Agent-Orchestrierung ist die Koordination mehrerer KI-Agenten, die an Teilen einer größeren Aufgabe arbeiten: Arbeit zuweisen, Schritte in eine Reihenfolge bringen, Kontext zwischen Agenten weitergeben und Ergebnisse zu einem Output zusammenführen. Der Koordinator kann ein Lead-Agent sein, der dynamisch entscheidet, oder ein deterministischer Controller, der festen Routing-Regeln folgt.

Die wichtigsten Punkte

  • Orchestrierung beantwortet drei Fragen: Wer macht was, in welcher Reihenfolge, und wie fließen die Ergebnisse wieder zusammen? Alles andere ist Implementierungsdetail.
  • Es gibt zwei grundlegende Stile. Zentralisierte Orchestrierung gibt einem Koordinator die Verantwortung; choreografierte Stile oder Pipeline-Stile lassen Agenten die Arbeit direkt an die nächste Stufe weiterreichen.
  • Der schwierige Teil ist die Kontextübergabe. Jeder Agent sieht nur das, was ihm gegeben wird, also entscheidet die Orchestrierungsschicht, was jeder Worker weiß – und die meisten Fehler lassen sich auf genau diese Entscheidung zurückführen.
  • Deterministische Orchestrierung wird unterschätzt. Wenn sich die Routing-Logik als einfacher Code abbilden lässt, beseitigt genau das eine ganze Klasse von Koordinationsfehlern.

So funktioniert es

Das zentralisierte Muster platziert einen Orchestrator-Agenten an der Spitze. Er nimmt das Ziel entgegen, zerlegt es in Teilaufgaben und verteilt jede davon an einen Worker, oft einen Subagenten, der in seinem eigenen Kontextfenster läuft. Worker liefern Ergebnisse zurück, der Orchestrator bewertet sie, verteilt Folgeaufträge, wenn etwas fehlt, und setzt den finalen Output zusammen. Dieses Design lässt sich leicht nachvollziehen und leicht mit Human-in-the-Loop-Freigaben absichern, weil alle Entscheidungen durch einen einzigen Punkt laufen. Gut umgesetzt, zahlt sich das aus: Anthropic berichtete 2025, dass ein orchestriertes System mit einem Claude-Opus-4-Lead und Claude-Sonnet-4-Subagenten einen einzelnen Claude-Opus-4-Agenten bei seiner internen Research-Evaluation um 90,2 % übertraf [1].

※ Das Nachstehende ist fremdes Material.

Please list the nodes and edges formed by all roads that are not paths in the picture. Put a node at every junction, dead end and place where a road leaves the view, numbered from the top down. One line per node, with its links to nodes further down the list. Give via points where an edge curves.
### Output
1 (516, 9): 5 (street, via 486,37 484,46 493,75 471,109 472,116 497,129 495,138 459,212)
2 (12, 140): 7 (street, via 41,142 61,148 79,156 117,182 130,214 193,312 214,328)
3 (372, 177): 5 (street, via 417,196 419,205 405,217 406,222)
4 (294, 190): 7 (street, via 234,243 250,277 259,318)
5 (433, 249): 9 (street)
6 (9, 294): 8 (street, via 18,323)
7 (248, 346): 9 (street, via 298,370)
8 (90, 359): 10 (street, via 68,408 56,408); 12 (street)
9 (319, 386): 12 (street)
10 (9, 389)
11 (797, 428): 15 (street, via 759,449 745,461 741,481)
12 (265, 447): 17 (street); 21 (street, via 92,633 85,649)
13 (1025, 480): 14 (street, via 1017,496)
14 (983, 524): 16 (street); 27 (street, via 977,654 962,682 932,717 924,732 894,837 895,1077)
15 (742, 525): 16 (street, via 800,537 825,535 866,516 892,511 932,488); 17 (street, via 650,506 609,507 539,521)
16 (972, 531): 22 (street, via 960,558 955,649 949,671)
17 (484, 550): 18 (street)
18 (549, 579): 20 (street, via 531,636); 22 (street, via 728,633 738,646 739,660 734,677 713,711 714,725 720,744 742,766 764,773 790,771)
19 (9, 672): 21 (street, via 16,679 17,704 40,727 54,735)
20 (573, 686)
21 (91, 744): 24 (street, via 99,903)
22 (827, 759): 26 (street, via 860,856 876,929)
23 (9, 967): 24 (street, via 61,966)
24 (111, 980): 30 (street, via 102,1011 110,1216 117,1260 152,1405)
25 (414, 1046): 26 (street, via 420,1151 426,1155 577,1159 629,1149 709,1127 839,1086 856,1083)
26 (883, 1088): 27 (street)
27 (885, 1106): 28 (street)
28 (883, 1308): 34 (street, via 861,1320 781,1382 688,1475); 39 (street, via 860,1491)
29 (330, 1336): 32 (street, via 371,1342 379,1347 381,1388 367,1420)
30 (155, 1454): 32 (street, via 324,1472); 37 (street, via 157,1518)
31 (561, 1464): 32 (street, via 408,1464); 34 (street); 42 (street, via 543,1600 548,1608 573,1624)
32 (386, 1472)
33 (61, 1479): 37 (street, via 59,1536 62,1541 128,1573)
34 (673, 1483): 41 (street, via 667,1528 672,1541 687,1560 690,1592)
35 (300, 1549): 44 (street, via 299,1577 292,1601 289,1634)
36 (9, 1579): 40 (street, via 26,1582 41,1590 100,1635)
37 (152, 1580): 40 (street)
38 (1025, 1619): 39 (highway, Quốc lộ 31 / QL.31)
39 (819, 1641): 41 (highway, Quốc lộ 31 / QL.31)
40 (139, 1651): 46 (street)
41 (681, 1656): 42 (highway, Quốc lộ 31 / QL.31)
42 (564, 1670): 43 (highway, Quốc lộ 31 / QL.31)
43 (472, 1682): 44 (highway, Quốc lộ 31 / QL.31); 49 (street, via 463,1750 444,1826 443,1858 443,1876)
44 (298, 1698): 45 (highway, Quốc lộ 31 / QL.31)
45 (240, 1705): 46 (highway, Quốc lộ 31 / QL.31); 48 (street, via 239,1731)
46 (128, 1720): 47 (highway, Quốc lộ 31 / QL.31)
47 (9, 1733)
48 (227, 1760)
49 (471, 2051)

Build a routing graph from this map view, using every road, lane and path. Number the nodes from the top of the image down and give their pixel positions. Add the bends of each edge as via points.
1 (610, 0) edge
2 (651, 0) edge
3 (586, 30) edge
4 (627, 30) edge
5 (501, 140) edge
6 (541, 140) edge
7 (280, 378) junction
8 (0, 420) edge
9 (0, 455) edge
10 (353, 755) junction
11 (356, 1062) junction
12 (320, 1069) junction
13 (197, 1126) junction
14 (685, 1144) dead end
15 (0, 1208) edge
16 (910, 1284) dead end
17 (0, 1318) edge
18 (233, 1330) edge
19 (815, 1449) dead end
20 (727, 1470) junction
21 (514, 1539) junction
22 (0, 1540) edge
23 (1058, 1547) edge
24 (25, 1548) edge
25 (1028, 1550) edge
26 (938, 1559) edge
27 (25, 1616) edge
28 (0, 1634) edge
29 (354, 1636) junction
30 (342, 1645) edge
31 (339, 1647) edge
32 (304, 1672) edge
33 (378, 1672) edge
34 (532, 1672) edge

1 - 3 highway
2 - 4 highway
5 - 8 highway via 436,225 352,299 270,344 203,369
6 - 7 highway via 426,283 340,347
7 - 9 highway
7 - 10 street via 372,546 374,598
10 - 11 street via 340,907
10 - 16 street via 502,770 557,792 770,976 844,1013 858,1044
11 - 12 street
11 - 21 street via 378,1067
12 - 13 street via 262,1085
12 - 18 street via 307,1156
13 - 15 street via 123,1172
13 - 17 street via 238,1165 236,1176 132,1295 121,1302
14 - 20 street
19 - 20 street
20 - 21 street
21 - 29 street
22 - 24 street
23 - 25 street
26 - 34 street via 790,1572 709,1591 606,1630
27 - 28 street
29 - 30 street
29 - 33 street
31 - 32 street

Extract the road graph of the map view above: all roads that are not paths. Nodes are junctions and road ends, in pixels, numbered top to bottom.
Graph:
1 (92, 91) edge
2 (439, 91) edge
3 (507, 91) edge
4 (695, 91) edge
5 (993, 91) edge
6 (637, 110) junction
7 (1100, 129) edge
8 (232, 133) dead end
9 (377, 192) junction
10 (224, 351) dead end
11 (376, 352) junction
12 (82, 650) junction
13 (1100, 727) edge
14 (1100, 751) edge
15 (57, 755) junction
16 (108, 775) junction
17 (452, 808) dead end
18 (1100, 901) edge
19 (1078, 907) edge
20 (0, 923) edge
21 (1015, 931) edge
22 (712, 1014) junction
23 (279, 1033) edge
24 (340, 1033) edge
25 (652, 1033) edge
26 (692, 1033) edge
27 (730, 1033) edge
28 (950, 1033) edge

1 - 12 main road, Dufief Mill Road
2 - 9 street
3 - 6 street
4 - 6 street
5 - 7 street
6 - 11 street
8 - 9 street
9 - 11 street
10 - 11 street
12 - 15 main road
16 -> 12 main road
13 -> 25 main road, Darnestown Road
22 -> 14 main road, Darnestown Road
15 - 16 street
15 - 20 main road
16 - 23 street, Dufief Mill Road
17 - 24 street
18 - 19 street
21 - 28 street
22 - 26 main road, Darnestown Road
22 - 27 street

Die Alternative ist Orchestrierung ohne einen denkenden Koordinator. Ein deterministischer Controller – im Grunde eine State Machine oder Workflow-Engine – leitet Aufgaben nach festen Regeln zwischen Agenten weiter: Der Output von Stufe A speist immer Stufe B, Retries erfolgen bei fehlgeschlagener Schema-Validierung, und die Eskalation an einen Menschen wird nach zwei gescheiterten Versuchen ausgelöst. Viele Produktivsysteme mischen beide Stile: Code bildet das Skelett des agentischen Workflows, während Modellurteil für die Schritte reserviert bleibt, die es wirklich brauchen.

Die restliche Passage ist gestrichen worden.